Se anche gli imputati del Direttorio non suscitarono molto scalpore, alla vista di Jabal Chander e Sylvanas s'irrigidirono, fissandolo. Era per loro difficile stare lì senza dire niente, così vicino alla persona che le aveva illuse, che aveva mentito senza alcuna remora. Avrà avuto i suoi buoni motivi, si erano dette più volte, ma nonostante tutto non riuscivano a concepire il perché un uomo di quella levatura si fosse arrischiato a tradire la Matrona.

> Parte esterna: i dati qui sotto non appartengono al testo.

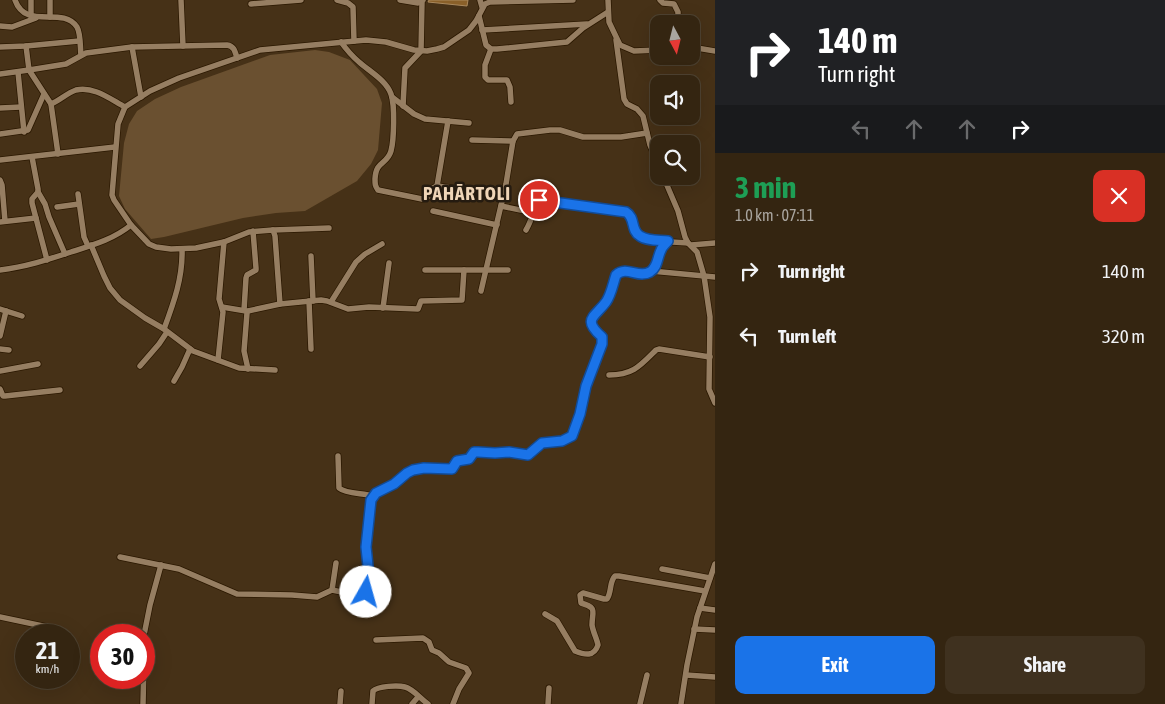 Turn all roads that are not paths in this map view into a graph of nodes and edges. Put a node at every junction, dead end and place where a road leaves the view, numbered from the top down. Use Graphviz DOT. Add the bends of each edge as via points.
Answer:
graph roads {
  1 [pos="15,0"];
  2 [pos="32,0"];
  3 [pos="50,0"];
  4 [pos="181,0"];
  5 [pos="302,0"];
  6 [pos="337,0"];
  7 [pos="400,0"];
  8 [pos="480,0"];
  9 [pos="574,0"];
  10 [pos="608,0"];
  11 [pos="660,0"];
  12 [pos="422,1"];
  13 [pos="493,1"];
  14 [pos="261,2"];
  15 [pos="251,4"];
  16 [pos="482,7"];
  17 [pos="608,12"];
  18 [pos="677,15"];
  19 [pos="479,16"];
  20 [pos="34,17"];
  21 [pos="50,18"];
  22 [pos="589,24"];
  23 [pos="0,26"];
  24 [pos="482,30"];
  25 [pos="616,40"];
  26 [pos="79,41"];
  27 [pos="354,41"];
  28 [pos="341,42"];
  29 [pos="26,46"];
  30 [pos="183,46"];
  31 [pos="0,47"];
  32 [pos="132,47"];
  33 [pos="700,48"];
  34 [pos="491,49"];
  35 [pos="650,50"];
  36 [pos="421,51"];
  37 [pos="715,51"];
  38 [pos="81,55"];
  39 [pos="238,58"];
  40 [pos="29,70"];
  41 [pos="18,72"];
  42 [pos="0,74"];
  43 [pos="44,94"];
  44 [pos="141,97"];
  45 [pos="392,97"];
  46 [pos="511,102"];
  47 [pos="51,104"];
  48 [pos="21,106"];
  49 [pos="403,106"];
  50 [pos="125,107"];
  51 [pos="0,108"];
  52 [pos="448,121"];
  53 [pos="468,123"];
  54 [pos="24,132"];
  55 [pos="647,133"];
  56 [pos="0,134"];
  57 [pos="472,140"];
  58 [pos="513,141"];
  59 [pos="650,141"];
  60 [pos="115,147"];
  61 [pos="58,154"];
  62 [pos="32,157"];
  63 [pos="0,160"];
  64 [pos="0,180"];
  65 [pos="667,185"];
  66 [pos="437,186"];
  67 [pos="38,192"];
  68 [pos="78,194"];
  69 [pos="504,195"];
  70 [pos="79,204"];
  71 [pos="501,206"];
  72 [pos="57,207"];
  73 [pos="433,211"];
  74 [pos="535,213"];
  75 [pos="36,218"];
  76 [pos="3,222"];
  77 [pos="132,225"];
  78 [pos="497,225"];
  79 [pos="329,228"];
  80 [pos="273,230"];
  81 [pos="526,230"];
  82 [pos="253,231"];
  83 [pos="668,241"];
  84 [pos="224,242"];
  85 [pos="715,243"];
  86 [pos="382,244"];
  87 [pos="689,244"];
  88 [pos="90,246"];
  89 [pos="182,249"];
  90 [pos="65,254"];
  91 [pos="311,256"];
  92 [pos="47,260"];
  93 [pos="389,263"];
  94 [pos="0,270"];
  95 [pos="425,270"];
  96 [pos="464,270"];
  97 [pos="486,270"];
  98 [pos="508,270"];
  99 [pos="651,271"];
  100 [pos="704,276"];
  101 [pos="715,277"];
  102 [pos="482,291"];
  103 [pos="311,301"];
  104 [pos="331,302"];
  105 [pos="280,304"];
  106 [pos="222,306"];
  107 [pos="383,308"];
  108 [pos="3,310"];
  109 [pos="246,310"];
  110 [pos="22,316"];
  111 [pos="165,330"];
  112 [pos="0,336"];
  113 [pos="0,349"];
  114 [pos="190,349"];
  115 [pos="311,349"];
  116 [pos="9,350"];
  117 [pos="710,357"];
  118 [pos="218,360"];
  119 [pos="38,364"];
  120 [pos="140,366"];
  121 [pos="248,369"];
  122 [pos="275,370"];
  123 [pos="0,371"];
  124 [pos="609,375"];
  125 [pos="174,381"];
  126 [pos="0,389"];
  127 [pos="60,390"];
  128 [pos="715,403"];
  129 [pos="338,456"];
  130 [pos="373,496"];
  131 [pos="120,557"];
  132 [pos="336,563"];
  133 [pos="715,564"];
  134 [pos="161,565"];
  135 [pos="662,569"];
  136 [pos="710,578"];
  137 [pos="332,590"];
  138 [pos="705,592"];
  139 [pos="700,608"];
  140 [pos="715,610"];
  141 [pos="545,614"];
  142 [pos="0,617"];
  143 [pos="33,624"];
  144 [pos="146,624"];
  145 [pos="694,629"];
  146 [pos="715,630"];
  147 [pos="376,640"];
  148 [pos="647,675"];
  149 [pos="686,675"];
  150 [pos="715,677"];
  151 [pos="549,688"];
  152 [pos="143,689"];
  153 [pos="341,691"];
  154 [pos="418,697"];
  155 [pos="143,704"];
  156 [pos="340,704"];
  157 [pos="372,704"];
  158 [pos="412,704"];
  159 [pos="428,704"];
  160 [pos="453,704"];
  161 [pos="548,704"];
  162 [pos="640,704"];
  163 [pos="682,704"];
  1 -- 20 [label="street" via="19,8"];
  2 -- 20 [label="street"];
  3 -- 21 [label="street"];
  4 -- 30 [label="street"];
  5 -- 14 [label="street"];
  6 -- 27 [label="street" via="353,7"];
  7 -- 12 [label="street"];
  8 -- 16 [label="street"];
  9 -- 13 [label="street"];
  10 -- 17 [label="street"];
  11 -- 18 [label="street" via="674,4"];
  12 -- 36 [label="street"];
  13 -- 16 [label="street"];
  14 -- 15 [label="street"];
  16 -- 19 [label="street"];
  17 -- 22 [label="street"];
  17 -- 25 [label="street" via="608,22"];
  19 -- 24 [label="street"];
  19 -- 36 [label="street" via="464,34 444,47"];
  20 -- 21 [label="street"];
  20 -- 23 [label="street" via="12,27"];
  21 -- 26 [label="street" via="62,18 73,24"];
  22 -- 24 [label="street"];
  22 -- 34 [label="street" via="563,43"];
  24 -- 34 [label="street" via="486,45"];
  25 -- 35 [label="street" via="634,51"];
  25 -- 55 [label="street" via="624,99 640,112"];
  26 -- 29 [label="street"];
  26 -- 38 [label="street"];
  27 -- 28 [label="street"];
  27 -- 36 [label="street" via="376,41"];
  28 -- 39 [label="street" via="260,50"];
  28 -- 45 [label="street" via="358,62 385,84"];
  29 -- 31 [label="street"];
  29 -- 40 [label="street"];
  30 -- 32 [label="street"];
  30 -- 39 [label="street" via="232,46"];
  32 -- 38 [label="street"];
  32 -- 44 [label="street"];
  33 -- 37 [label="street"];
  34 -- 46 [label="street" via="485,65 485,77 488,80 507,80"];
  36 -- 49 [label="street" via="405,68"];
  38 -- 40 [label="street" via="66,64"];
  39 -- 44 [label="street" via="178,78"];
  40 -- 41 [label="street"];
  40 -- 43 [label="street"];
  41 -- 42 [label="street"];
  41 -- 48 [label="street"];
  43 -- 47 [label="street"];
  43 -- 54 [label="street" via="30,127"];
  44 -- 50 [label="street"];
  45 -- 49 [label="street"];
  45 -- 66 [label="street" via="391,151 377,168 374,184 381,191 422,199"];
  47 -- 50 [label="street" via="75,90 86,90 95,91"];
  47 -- 61 [label="street"];
  48 -- 51 [label="street"];
  48 -- 54 [label="street"];
  49 -- 52 [label="street" via="425,119"];
  50 -- 60 [label="street" via="118,124"];
  52 -- 53 [label="street"];
  52 -- 66 [label="street"];
  54 -- 56 [label="street"];
  55 -- 58 [label="street" via="583,137 550,130 517,134"];
  55 -- 59 [label="street"];
  57 -- 58 [label="street"];
  58 -- 69 [label="street"];
  60 -- 61 [label="street"];
  60 -- 77 [label="street" via="112,195"];
  61 -- 62 [label="street"];
  62 -- 63 [label="street"];
  62 -- 67 [label="street"];
  64 -- 76 [label="street"];
  65 -- 87 [label="street"];
  66 -- 69 [label="street"];
  67 -- 75 [label="street" via="32,199"];
  67 -- 90 [label="street"];
  68 -- 70 [label="street"];
  69 -- 71 [label="street"];
  70 -- 72 [label="street"];
  70 -- 88 [label="street" via="84,237"];
  71 -- 74 [label="street"];
  71 -- 78 [label="street"];
  73 -- 78 [label="street"];
  74 -- 81 [label="street"];
  74 -- 83 [label="street" via="537,203 543,199 620,211 629,214 635,232 641,237"];
  75 -- 76 [label="street"];
  75 -- 92 [label="street"];
  77 -- 88 [label="street" via="122,233"];
  77 -- 89 [label="street" via="152,246"];
  78 -- 97 [label="street"];
  79 -- 80 [label="street"];
  80 -- 82 [label="street"];
  80 -- 105 [label="street"];
  82 -- 84 [label="street"];
  82 -- 109 [label="street" via="256,268 246,278"];
  83 -- 87 [label="street"];
  83 -- 99 [label="street"];
  84 -- 89 [label="street"];
  84 -- 106 [label="street" via="219,299"];
  85 -- 87 [label="street"];
  86 -- 104 [label="street" via="356,262"];
  87 -- 100 [label="street" via="697,252"];
  88 -- 90 [label="street"];
  88 -- 111 [label="street" via="110,288 120,300"];
  89 -- 111 [label="street" via="182,274"];
  90 -- 92 [label="street"];
  91 -- 103 [label="street"];
  92 -- 94 [label="street"];
  93 -- 107 [label="street"];
  95 -- 96 [label="street"];
  96 -- 97 [label="street"];
  96 -- 107 [label="street" via="462,300 421,301 418,309"];
  97 -- 98 [label="street"];
  97 -- 102 [label="street"];
  99 -- 100 [label="street"];
  99 -- 130 [label="street" via="618,273 607,300 594,315 591,326 602,337 602,344 572,436 562,441 542,443 528,455 474,452 469,459 457,461 452,469 419,468"];
  100 -- 101 [label="street"];
  100 -- 117 [label="street" via="710,317"];
  103 -- 104 [label="street"];
  103 -- 105 [label="street"];
  103 -- 115 [label="street"];
  104 -- 107 [label="street" via="348,309"];
  105 -- 109 [label="street"];
  106 -- 109 [label="street"];
  106 -- 118 [label="street"];
  108 -- 110 [label="street"];
  108 -- 112 [label="street"];
  109 -- 121 [label="street" via="244,351"];
  111 -- 114 [label="street"];
  111 -- 120 [label="street" via="159,344"];
  113 -- 116 [label="street"];
  114 -- 118 [label="street"];
  114 -- 125 [label="street"];
  117 -- 124 [label="street" via="659,349 634,370"];
  117 -- 128 [label="street" via="709,388"];
  118 -- 121 [label="street"];
  119 -- 123 [label="street"];
  121 -- 122 [label="street"];
  126 -- 127 [label="street" via="3,396"];
  129 -- 130 [label="street" via="340,488"];
  130 -- 137 [label="street" via="366,547 369,589 356,595"];
  131 -- 134 [label="street"];
  132 -- 137 [label="street"];
  133 -- 136 [label="street"];
  134 -- 137 [label="street" via="185,571 237,594 317,597"];
  134 -- 144 [label="street"];
  135 -- 136 [label="street"];
  136 -- 138 [label="street"];
  138 -- 139 [label="street"];
  138 -- 141 [label="street" via="614,576 607,599 580,595 581,603 593,610 592,628 598,645 590,655 575,651 557,621"];
  139 -- 140 [label="street"];
  139 -- 145 [label="street"];
  142 -- 143 [label="street"];
  145 -- 146 [label="street"];
  145 -- 149 [label="street"];
  147 -- 160 [label="street" via="423,638 446,660 466,668 468,676"];
  148 -- 162 [label="street"];
  149 -- 150 [label="street"];
  149 -- 163 [label="street"];
  151 -- 161 [label="street"];
  152 -- 155 [label="street"];
  153 -- 156 [label="street"];
  154 -- 157 [label="street" via="405,687 380,687 373,691"];
  154 -- 158 [label="street"];
  154 -- 159 [label="street"];
}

Chander sosteneva che fosse stato un semplice stratagemma, un sacrificio fatto ad opera d'arte nel nome di qualcosa di più grande, ma Sylvanas continuava imperterrita sul fattore denaro. Per l'elfa Jabal si era venduto al migliore offerente e di rimando era colpa del Direttorio se le cose erano andate così male.

L'unica cosa che il Principe Carnil fece preliminarmente al processo, fu consegnare tutti i documenti firmati e trattati tra Minnonar e l'Unione nel periodo precedente al conflitto, così come aveva promesso. Per ogni altra cosa sarebbe stato lì, tra gli astanti, a osservare lo svolgersi degli eventi.